(Collected data entries)
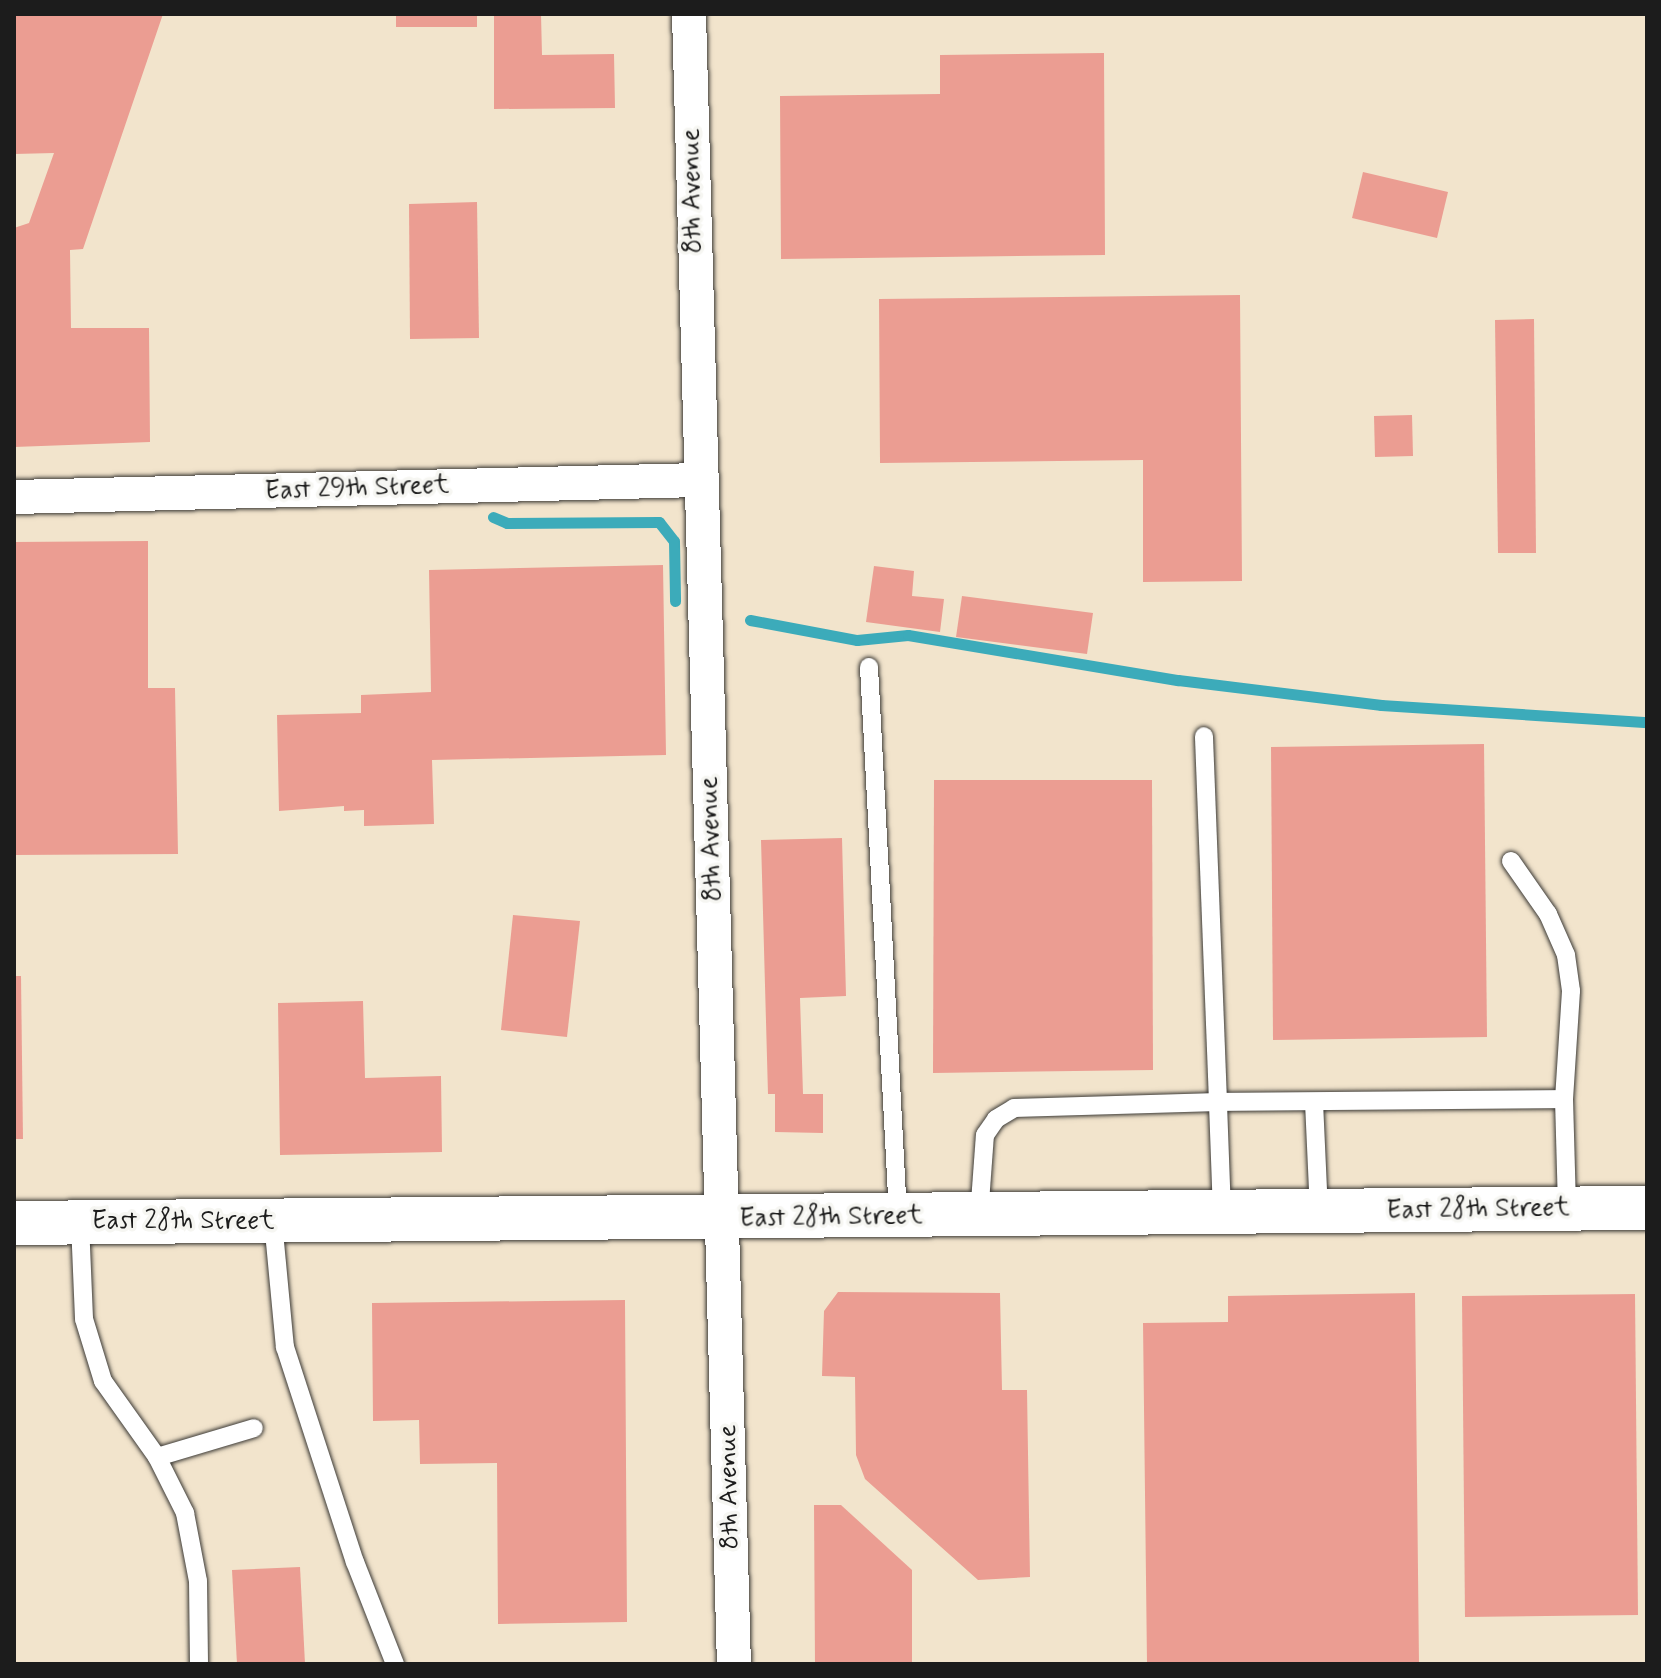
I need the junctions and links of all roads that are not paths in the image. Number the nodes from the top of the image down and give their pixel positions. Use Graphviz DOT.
graph roads {
  1 [pos="689,14"];
  2 [pos="700,480"];
  3 [pos="14,497"];
  4 [pos="869,667"];
  5 [pos="1204,736"];
  6 [pos="1511,861"];
  7 [pos="1564,1099"];
  8 [pos="1218,1102"];
  9 [pos="1314,1102"];
  10 [pos="1647,1208"];
  11 [pos="1567,1209"];
  12 [pos="1319,1212"];
  13 [pos="1222,1213"];
  14 [pos="979,1216"];
  15 [pos="898,1217"];
  16 [pos="724,1219"];
  17 [pos="273,1221"];
  18 [pos="14,1223"];
  19 [pos="80,1223"];
  20 [pos="254,1428"];
  21 [pos="157,1457"];
  22 [pos="199,1664"];
  23 [pos="395,1664"];
  24 [pos="734,1664"];
  1 -- 2 [label="street, 8th Avenue"];
  2 -- 3 [label="street, East 29th Street"];
  2 -- 16 [label="street, 8th Avenue"];
  4 -- 15 [label="lane"];
  5 -- 8 [label="lane"];
  6 -- 7 [label="lane"];
  7 -- 9 [label="lane"];
  7 -- 11 [label="lane"];
  8 -- 9 [label="lane"];
  8 -- 13 [label="lane"];
  8 -- 14 [label="lane"];
  9 -- 12 [label="lane"];
  10 -- 11 [label="street, East 28th Street"];
  11 -- 12 [label="street, East 28th Street"];
  12 -- 13 [label="street, East 28th Street"];
  13 -- 14 [label="street, East 28th Street"];
  14 -- 15 [label="street, East 28th Street"];
  15 -- 16 [label="street, East 28th Street"];
  16 -- 17 [label="street, East 28th Street"];
  16 -- 24 [label="street, 8th Avenue"];
  17 -- 19 [label="street, East 28th Street"];
  17 -- 23 [label="lane"];
  18 -- 19 [label="street, East 28th Street"];
  19 -- 21 [label="lane"];
  20 -- 21 [label="lane"];
  21 -- 22 [label="lane"];
}
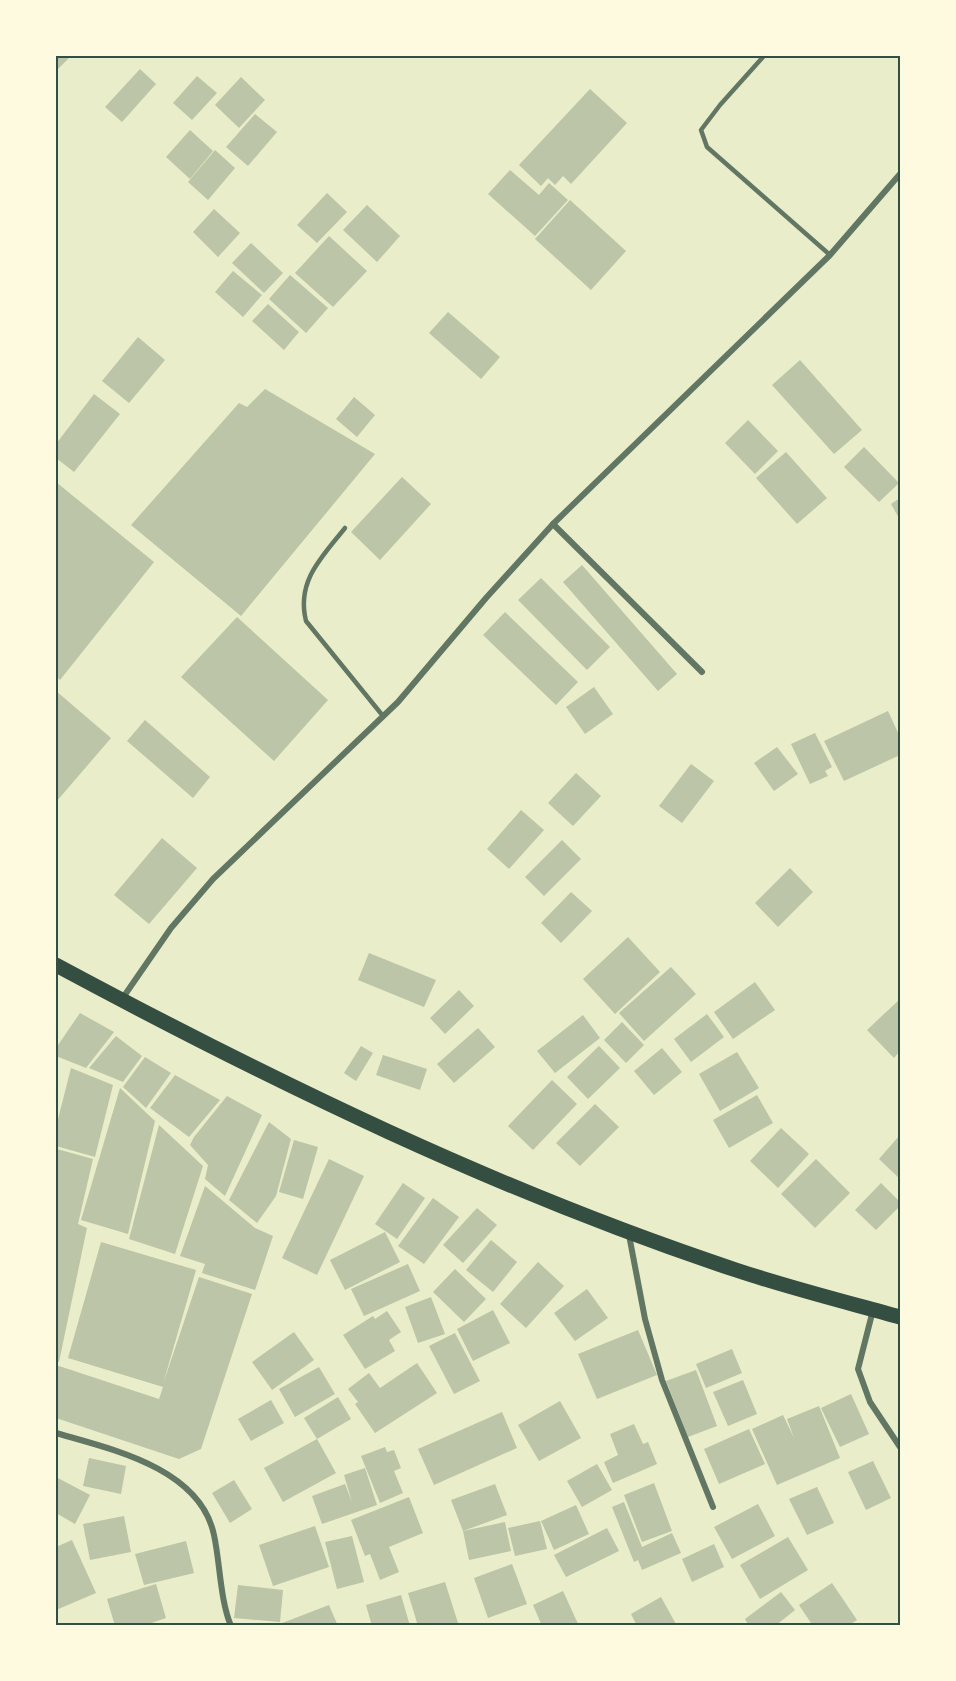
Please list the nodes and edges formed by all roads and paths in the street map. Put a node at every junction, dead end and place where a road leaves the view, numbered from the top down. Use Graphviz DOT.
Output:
graph roads {
  1 [pos="763,57"];
  2 [pos="900,174"];
  3 [pos="830,255"];
  4 [pos="553,524"];
  5 [pos="345,528"];
  6 [pos="702,672"];
  7 [pos="383,716"];
  8 [pos="56,964"];
  9 [pos="121,1000"];
  10 [pos="628,1231"];
  11 [pos="873,1310"];
  12 [pos="900,1317"];
  13 [pos="56,1433"];
  14 [pos="900,1447"];
  15 [pos="713,1507"];
  16 [pos="231,1626"];
  1 -- 3 [label="lane"];
  2 -- 3 [label="street"];
  3 -- 4 [label="street"];
  4 -- 6 [label="street"];
  4 -- 7 [label="street"];
  5 -- 7 [label="lane"];
  7 -- 9 [label="street"];
  8 -- 9 [label="main road"];
  9 -- 10 [label="main road"];
  10 -- 11 [label="main road"];
  10 -- 15 [label="street"];
  11 -- 12 [label="main road"];
  11 -- 14 [label="street"];
  13 -- 16 [label="street"];
}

TASK TO CARRY OUT
The answer is a faithful copy of the records above, with the pictures removed.

TASK ANSWER
I need the junctions and links of all roads that are not paths in the image. Number the nodes from the top of the image down and give their pixel positions. Use Graphviz DOT.
graph roads {
  1 [pos="689,14"];
  2 [pos="700,480"];
  3 [pos="14,497"];
  4 [pos="869,667"];
  5 [pos="1204,736"];
  6 [pos="1511,861"];
  7 [pos="1564,1099"];
  8 [pos="1218,1102"];
  9 [pos="1314,1102"];
  10 [pos="1647,1208"];
  11 [pos="1567,1209"];
  12 [pos="1319,1212"];
  13 [pos="1222,1213"];
  14 [pos="979,1216"];
  15 [pos="898,1217"];
  16 [pos="724,1219"];
  17 [pos="273,1221"];
  18 [pos="14,1223"];
  19 [pos="80,1223"];
  20 [pos="254,1428"];
  21 [pos="157,1457"];
  22 [pos="199,1664"];
  23 [pos="395,1664"];
  24 [pos="734,1664"];
  1 -- 2 [label="street, 8th Avenue"];
  2 -- 3 [label="street, East 29th Street"];
  2 -- 16 [label="street, 8th Avenue"];
  4 -- 15 [label="lane"];
  5 -- 8 [label="lane"];
  6 -- 7 [label="lane"];
  7 -- 9 [label="lane"];
  7 -- 11 [label="lane"];
  8 -- 9 [label="lane"];
  8 -- 13 [label="lane"];
  8 -- 14 [label="lane"];
  9 -- 12 [label="lane"];
  10 -- 11 [label="street, East 28th Street"];
  11 -- 12 [label="street, East 28th Street"];
  12 -- 13 [label="street, East 28th Street"];
  13 -- 14 [label="street, East 28th Street"];
  14 -- 15 [label="street, East 28th Street"];
  15 -- 16 [label="street, East 28th Street"];
  16 -- 17 [label="street, East 28th Street"];
  16 -- 24 [label="street, 8th Avenue"];
  17 -- 19 [label="street, East 28th Street"];
  17 -- 23 [label="lane"];
  18 -- 19 [label="street, East 28th Street"];
  19 -- 21 [label="lane"];
  20 -- 21 [label="lane"];
  21 -- 22 [label="lane"];
}
Please list the nodes and edges formed by all roads and paths in the street map. Put a node at every junction, dead end and place where a road leaves the view, numbered from the top down. Use Graphviz DOT.
Output:
graph roads {
  1 [pos="763,57"];
  2 [pos="900,174"];
  3 [pos="830,255"];
  4 [pos="553,524"];
  5 [pos="345,528"];
  6 [pos="702,672"];
  7 [pos="383,716"];
  8 [pos="56,964"];
  9 [pos="121,1000"];
  10 [pos="628,1231"];
  11 [pos="873,1310"];
  12 [pos="900,1317"];
  13 [pos="56,1433"];
  14 [pos="900,1447"];
  15 [pos="713,1507"];
  16 [pos="231,1626"];
  1 -- 3 [label="lane"];
  2 -- 3 [label="street"];
  3 -- 4 [label="street"];
  4 -- 6 [label="street"];
  4 -- 7 [label="street"];
  5 -- 7 [label="lane"];
  7 -- 9 [label="street"];
  8 -- 9 [label="main road"];
  9 -- 10 [label="main road"];
  10 -- 11 [label="main road"];
  10 -- 15 [label="street"];
  11 -- 12 [label="main road"];
  11 -- 14 [label="street"];
  13 -- 16 [label="street"];
}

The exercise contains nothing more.